Task prompt ::
Please find the number of lines in the material below where the string "Красная" occurs, and give only that number.
■ ■ ■ ■
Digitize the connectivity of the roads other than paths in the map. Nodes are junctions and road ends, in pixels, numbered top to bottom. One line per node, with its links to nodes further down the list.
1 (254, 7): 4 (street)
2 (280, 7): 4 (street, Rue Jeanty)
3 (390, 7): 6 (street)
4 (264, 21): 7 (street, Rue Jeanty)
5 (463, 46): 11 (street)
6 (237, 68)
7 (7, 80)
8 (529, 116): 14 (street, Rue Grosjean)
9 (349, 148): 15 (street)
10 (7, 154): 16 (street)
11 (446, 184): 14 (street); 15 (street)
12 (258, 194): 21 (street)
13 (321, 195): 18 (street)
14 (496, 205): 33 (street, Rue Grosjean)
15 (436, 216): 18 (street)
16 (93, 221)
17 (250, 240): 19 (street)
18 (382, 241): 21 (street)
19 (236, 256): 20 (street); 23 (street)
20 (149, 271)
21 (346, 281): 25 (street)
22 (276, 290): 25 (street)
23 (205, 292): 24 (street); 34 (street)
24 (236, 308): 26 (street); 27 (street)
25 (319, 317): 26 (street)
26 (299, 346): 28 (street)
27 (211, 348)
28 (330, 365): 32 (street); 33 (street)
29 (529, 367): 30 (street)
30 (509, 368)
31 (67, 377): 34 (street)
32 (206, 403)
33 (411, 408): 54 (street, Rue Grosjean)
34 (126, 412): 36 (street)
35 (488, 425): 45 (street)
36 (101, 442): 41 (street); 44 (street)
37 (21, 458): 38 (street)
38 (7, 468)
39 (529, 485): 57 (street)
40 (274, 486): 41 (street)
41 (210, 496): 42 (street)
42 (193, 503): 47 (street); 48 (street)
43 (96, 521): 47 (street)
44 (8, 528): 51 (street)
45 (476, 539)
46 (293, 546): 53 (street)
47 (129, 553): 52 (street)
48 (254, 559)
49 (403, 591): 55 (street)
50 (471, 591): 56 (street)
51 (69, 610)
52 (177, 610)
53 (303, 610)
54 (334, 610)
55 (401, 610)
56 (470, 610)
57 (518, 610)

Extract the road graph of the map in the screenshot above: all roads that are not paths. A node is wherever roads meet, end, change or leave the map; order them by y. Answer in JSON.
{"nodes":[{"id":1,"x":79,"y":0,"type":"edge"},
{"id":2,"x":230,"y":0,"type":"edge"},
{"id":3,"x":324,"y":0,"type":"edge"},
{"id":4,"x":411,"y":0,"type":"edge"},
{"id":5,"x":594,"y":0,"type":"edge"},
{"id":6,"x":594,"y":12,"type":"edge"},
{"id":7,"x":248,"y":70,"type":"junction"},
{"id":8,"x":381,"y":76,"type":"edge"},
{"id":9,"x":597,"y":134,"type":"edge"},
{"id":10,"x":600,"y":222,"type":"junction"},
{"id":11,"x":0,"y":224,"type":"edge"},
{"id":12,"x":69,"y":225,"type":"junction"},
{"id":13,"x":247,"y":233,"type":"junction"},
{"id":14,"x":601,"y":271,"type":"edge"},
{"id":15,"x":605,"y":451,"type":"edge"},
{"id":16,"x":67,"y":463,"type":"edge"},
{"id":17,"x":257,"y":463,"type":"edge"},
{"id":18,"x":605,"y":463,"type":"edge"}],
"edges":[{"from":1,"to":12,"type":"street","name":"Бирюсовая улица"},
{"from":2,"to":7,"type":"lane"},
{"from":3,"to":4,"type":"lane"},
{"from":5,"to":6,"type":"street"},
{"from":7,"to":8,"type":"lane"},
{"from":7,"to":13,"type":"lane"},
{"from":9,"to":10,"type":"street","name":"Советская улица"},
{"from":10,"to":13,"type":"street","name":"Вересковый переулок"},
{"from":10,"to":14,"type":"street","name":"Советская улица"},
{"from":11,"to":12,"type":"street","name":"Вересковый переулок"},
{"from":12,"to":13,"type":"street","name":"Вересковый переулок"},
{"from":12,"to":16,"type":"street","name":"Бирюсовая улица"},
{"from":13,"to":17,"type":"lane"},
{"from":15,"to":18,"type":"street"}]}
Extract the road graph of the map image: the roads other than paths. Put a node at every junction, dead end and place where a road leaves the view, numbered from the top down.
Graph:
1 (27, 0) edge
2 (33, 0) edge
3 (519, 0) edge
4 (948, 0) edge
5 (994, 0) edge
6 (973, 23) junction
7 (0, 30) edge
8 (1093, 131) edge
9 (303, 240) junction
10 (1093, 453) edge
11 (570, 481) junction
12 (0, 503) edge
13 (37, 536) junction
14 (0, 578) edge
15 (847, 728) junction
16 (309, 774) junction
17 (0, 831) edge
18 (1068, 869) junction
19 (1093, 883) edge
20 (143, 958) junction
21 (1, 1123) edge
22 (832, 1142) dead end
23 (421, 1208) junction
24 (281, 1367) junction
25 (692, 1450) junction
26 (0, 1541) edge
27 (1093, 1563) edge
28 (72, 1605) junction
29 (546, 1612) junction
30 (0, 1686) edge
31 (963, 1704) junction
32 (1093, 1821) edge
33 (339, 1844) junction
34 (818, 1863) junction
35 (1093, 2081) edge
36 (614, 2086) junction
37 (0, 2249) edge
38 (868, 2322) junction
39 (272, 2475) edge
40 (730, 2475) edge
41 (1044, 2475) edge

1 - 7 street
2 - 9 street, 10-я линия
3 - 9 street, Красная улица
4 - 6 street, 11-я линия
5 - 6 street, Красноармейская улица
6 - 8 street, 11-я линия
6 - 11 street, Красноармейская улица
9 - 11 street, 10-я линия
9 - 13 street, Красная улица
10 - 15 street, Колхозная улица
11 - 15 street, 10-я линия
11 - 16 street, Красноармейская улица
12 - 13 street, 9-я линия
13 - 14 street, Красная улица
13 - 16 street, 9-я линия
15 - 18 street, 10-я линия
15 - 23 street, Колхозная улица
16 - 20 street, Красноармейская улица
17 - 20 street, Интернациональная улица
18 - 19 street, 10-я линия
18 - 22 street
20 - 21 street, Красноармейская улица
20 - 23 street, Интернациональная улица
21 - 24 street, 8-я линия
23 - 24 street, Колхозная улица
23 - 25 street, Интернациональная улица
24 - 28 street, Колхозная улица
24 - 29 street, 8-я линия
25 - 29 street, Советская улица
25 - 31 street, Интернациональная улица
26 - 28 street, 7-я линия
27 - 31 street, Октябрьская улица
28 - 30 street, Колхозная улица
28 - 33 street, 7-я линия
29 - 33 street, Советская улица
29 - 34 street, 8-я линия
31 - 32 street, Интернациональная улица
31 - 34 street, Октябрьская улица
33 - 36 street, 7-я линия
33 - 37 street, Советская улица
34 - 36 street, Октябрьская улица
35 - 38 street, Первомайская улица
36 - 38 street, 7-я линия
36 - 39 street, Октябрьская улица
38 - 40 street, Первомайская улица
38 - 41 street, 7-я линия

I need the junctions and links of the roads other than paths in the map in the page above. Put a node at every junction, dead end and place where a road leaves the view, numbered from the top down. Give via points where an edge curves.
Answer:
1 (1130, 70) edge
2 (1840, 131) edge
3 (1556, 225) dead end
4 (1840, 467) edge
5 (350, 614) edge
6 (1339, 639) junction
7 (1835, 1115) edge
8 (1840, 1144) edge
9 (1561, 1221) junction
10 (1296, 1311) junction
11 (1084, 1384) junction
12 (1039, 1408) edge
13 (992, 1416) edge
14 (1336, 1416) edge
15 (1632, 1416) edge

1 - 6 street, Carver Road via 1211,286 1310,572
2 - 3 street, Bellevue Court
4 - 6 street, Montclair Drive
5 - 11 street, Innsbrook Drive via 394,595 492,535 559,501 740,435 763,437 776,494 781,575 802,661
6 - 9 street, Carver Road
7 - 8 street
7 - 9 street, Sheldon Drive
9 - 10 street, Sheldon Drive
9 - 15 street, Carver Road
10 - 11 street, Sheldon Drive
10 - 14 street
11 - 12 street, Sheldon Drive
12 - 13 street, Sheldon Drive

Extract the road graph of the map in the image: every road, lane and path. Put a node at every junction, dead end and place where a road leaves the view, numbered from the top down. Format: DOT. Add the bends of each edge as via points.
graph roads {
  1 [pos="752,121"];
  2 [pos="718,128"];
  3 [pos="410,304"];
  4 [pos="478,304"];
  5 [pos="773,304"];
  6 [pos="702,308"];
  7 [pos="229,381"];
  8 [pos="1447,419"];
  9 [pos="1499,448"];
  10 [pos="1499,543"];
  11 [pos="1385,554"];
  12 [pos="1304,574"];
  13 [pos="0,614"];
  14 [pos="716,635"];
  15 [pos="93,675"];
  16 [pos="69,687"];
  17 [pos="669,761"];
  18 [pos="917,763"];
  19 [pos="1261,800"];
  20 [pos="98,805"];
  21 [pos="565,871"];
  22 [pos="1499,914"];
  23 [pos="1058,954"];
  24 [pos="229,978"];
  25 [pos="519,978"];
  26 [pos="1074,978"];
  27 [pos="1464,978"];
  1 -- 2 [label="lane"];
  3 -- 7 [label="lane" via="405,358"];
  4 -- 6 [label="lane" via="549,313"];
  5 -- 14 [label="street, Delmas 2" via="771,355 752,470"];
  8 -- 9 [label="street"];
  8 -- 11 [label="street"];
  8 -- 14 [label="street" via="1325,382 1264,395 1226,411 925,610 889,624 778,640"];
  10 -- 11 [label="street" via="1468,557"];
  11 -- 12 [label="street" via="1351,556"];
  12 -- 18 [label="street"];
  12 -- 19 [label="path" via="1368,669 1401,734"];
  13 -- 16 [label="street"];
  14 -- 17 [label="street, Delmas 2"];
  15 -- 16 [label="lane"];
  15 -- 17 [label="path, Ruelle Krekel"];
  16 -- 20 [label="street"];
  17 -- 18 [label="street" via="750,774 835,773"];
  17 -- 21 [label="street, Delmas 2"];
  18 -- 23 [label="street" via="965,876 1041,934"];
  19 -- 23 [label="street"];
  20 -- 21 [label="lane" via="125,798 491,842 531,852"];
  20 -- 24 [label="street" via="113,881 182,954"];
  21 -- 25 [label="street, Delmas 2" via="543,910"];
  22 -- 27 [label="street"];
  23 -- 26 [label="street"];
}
■ ■ ■ ■
Result below ::
3